(Beginning of DATA TO EXAMINE)
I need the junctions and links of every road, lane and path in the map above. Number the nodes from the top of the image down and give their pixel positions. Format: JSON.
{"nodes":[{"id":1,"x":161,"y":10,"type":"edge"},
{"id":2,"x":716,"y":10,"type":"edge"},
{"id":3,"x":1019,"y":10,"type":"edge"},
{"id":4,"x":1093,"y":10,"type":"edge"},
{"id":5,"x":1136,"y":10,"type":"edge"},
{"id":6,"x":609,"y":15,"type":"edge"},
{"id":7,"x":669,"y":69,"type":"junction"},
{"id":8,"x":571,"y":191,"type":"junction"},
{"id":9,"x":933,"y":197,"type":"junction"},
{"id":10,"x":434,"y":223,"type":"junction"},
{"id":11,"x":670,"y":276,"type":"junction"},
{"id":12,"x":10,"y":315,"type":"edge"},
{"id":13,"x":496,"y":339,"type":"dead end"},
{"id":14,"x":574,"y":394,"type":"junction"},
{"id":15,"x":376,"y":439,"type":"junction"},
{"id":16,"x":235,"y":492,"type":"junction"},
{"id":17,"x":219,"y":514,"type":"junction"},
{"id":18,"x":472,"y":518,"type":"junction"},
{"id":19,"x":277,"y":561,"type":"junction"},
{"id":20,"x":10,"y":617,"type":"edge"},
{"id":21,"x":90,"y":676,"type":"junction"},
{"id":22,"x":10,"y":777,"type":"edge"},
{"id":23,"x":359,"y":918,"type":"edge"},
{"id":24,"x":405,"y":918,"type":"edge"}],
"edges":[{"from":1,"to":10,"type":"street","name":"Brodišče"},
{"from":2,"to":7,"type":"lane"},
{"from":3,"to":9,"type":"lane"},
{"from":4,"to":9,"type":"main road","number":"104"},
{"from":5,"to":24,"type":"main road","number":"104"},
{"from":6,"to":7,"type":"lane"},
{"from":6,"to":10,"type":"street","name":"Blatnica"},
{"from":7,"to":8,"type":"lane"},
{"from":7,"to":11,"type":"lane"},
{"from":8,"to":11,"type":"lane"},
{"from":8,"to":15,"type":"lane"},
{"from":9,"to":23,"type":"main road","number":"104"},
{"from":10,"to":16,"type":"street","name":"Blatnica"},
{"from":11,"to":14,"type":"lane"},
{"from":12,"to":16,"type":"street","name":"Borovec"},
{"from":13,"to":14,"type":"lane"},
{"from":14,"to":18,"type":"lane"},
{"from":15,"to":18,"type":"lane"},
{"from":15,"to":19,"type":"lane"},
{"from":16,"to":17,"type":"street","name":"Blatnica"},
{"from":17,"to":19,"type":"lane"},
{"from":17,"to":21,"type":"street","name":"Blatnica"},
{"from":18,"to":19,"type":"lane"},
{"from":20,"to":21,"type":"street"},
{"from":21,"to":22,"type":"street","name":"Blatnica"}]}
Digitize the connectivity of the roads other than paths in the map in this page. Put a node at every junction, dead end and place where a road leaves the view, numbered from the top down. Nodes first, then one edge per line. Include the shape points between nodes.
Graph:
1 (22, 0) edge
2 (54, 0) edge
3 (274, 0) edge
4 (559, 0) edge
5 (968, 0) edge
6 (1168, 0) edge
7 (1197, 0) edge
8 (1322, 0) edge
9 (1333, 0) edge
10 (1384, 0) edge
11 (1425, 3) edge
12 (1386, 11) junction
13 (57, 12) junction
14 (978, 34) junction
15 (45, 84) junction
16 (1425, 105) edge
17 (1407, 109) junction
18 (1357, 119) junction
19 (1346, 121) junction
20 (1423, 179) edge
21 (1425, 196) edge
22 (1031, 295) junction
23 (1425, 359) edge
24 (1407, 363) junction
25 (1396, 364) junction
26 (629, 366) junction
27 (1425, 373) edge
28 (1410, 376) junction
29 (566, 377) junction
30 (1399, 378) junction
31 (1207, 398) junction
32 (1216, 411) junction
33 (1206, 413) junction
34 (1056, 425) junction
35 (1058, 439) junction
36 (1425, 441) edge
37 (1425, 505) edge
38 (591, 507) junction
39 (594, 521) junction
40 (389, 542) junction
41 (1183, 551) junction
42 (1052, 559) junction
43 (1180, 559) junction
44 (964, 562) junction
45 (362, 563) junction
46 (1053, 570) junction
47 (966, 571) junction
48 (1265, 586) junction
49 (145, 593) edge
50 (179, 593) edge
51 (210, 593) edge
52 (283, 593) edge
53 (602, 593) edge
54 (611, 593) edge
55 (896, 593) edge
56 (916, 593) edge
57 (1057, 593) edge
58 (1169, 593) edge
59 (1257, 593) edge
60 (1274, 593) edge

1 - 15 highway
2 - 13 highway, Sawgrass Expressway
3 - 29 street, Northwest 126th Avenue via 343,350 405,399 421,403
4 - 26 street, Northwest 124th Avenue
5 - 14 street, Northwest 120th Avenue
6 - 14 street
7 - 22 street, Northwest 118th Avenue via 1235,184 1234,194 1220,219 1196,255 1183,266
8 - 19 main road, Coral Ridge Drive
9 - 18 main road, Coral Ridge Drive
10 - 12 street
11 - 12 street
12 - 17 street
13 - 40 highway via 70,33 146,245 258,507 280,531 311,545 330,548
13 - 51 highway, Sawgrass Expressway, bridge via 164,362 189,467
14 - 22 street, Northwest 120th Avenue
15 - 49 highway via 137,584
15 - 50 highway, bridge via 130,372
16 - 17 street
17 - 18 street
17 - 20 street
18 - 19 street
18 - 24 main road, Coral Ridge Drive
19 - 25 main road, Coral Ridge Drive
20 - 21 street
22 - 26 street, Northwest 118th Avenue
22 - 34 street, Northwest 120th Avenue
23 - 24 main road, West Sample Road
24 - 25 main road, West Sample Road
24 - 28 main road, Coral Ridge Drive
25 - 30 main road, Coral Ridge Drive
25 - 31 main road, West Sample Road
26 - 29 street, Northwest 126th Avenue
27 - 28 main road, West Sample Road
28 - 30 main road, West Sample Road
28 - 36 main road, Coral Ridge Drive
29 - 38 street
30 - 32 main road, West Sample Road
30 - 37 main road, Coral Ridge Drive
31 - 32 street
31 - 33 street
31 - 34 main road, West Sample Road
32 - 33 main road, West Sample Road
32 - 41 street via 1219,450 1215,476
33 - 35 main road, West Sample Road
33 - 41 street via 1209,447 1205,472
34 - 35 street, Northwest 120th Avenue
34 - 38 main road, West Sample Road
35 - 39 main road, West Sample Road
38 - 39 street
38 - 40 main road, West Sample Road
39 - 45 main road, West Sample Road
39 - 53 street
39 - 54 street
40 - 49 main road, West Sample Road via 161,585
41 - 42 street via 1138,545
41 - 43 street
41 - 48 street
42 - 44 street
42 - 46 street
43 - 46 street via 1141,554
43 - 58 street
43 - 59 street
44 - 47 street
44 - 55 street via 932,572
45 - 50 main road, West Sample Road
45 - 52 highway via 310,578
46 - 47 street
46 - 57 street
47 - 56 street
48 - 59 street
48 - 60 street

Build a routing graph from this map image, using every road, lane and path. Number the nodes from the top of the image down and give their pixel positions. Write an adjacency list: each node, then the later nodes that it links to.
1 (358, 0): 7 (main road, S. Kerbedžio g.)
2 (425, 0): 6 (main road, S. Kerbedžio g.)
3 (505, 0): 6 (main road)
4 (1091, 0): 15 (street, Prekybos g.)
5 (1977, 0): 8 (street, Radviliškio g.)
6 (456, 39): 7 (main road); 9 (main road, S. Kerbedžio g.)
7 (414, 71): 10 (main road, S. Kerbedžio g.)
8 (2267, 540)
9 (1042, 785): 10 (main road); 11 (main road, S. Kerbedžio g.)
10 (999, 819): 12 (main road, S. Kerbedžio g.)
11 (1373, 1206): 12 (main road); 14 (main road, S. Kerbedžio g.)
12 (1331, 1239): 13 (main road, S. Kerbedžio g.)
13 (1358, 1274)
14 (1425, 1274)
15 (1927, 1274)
(End of DATA TO EXAMINE)
EXERCISE PROMPT:
Your answer should be the lines of the material above that include "nodes".

RESULT OF THIS EXERCISE:
I need the junctions and links of every road, lane and path in the map above. Number the nodes from the top of the image down and give their pixel positions. Format: JSON.
{"nodes":[{"id":1,"x":161,"y":10,"type":"edge"},
Digitize the connectivity of the roads other than paths in the map in this page. Put a node at every junction, dead end and place where a road leaves the view, numbered from the top down. Nodes first, then one edge per line. Include the shape points between nodes.
Build a routing graph from this map image, using every road, lane and path. Number the nodes from the top of the image down and give their pixel positions. Write an adjacency list: each node, then the later nodes that it links to.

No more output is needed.